August 21, 2005
Dynamic RSS Feeds
August 21, 2005, 11:17 PM | 0 Comments
I was trying to decide how I was going to implement an RSS feed for my site. My original thought is that I would just generate a new XML file every time I posted a new entry to the blog using PHP and creating an XML file much like a text file. (Using the Filesystem functions).
I fired up Google and did a search for ‘PHP Generating RSS XML File.’ After browsing through the first few results I came across this site which has a brief tutorial on how to create a dynamic RSS feed.
Basically, what you do is tell Apache (using either the httpd.conf file or an .htaccess file) to process your XML files as a PHP file.
Anyways, instead of re-stating the entire article, I’ll assume you read it and come back to read about how I used this technique (and made a nifty obvious change) for this site.
The major drawback of using the httpd.conf file is that it’ll force Apache to process all XML files as PHP files, which in most cases would be ok, but could cause problems if you’re not expecting this behavior, or if you forget that you added those changes to the conf file.
Apache regulars will not find the information that follows ground-breaking, but it wasn’t really made obvious in the article, so I’ll point it out here.

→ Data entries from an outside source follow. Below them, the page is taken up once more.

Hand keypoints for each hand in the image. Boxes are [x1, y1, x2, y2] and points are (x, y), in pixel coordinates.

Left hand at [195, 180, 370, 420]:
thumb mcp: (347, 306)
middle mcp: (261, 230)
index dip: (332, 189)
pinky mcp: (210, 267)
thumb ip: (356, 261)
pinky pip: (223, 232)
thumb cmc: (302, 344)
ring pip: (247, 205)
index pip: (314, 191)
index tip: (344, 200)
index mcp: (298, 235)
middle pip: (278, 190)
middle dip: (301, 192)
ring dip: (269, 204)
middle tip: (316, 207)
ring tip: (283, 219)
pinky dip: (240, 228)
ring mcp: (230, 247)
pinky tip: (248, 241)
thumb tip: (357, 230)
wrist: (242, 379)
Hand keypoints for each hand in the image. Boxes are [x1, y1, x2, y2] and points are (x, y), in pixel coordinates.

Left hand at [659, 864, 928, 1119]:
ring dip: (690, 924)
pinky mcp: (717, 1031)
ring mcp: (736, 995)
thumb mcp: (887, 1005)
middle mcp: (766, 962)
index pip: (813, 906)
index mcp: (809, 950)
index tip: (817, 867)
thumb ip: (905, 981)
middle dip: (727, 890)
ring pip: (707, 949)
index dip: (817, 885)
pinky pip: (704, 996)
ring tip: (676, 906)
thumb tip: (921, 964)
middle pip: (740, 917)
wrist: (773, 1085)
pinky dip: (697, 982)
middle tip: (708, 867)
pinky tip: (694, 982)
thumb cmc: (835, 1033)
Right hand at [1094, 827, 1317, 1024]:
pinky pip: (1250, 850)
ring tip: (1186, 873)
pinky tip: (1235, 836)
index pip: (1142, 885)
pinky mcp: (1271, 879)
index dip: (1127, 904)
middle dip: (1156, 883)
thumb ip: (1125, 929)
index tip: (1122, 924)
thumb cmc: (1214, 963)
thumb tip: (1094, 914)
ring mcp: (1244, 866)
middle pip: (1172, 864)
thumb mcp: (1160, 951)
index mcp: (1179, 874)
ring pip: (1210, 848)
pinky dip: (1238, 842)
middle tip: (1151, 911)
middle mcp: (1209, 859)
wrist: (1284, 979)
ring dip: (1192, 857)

The main problem (as I hinted at above) to adding the AddType declaration to Apache’s configuration file is that it will process all XML files as PHP files. Using the .htaccess file is a much better method at accomplishing the same thing, but the difference is, you can place the .htaccess file in the same directory as your dynamic XML files. This will cause Apache to process only those files in the dynamic RSS directory (where you’ll place the .htaccess file) as PHP files.
To illustrate, your file structure would look like this:
/some_xml_file.xml
/xml-rss-dir/.htaccess
/xml-rss-dir/index.xml
root directory (/): some_xml_file.xml - processed normally as XML.
xml-rss directory (/xml-rss-dir/): .htaccess - contains the AddType rule to Tell Apache to process XML files as PHP scripts.
xml-rss directory (/xml-rss-dir/): index.xml - this file will be processed as a PHP file.
For those of you with IIS servers using ASP/ASP.NET, I’m sure that dynamic RSS feeds can be accomplished in the same fashion. I’ll investigate and post an update when I get it all worked out.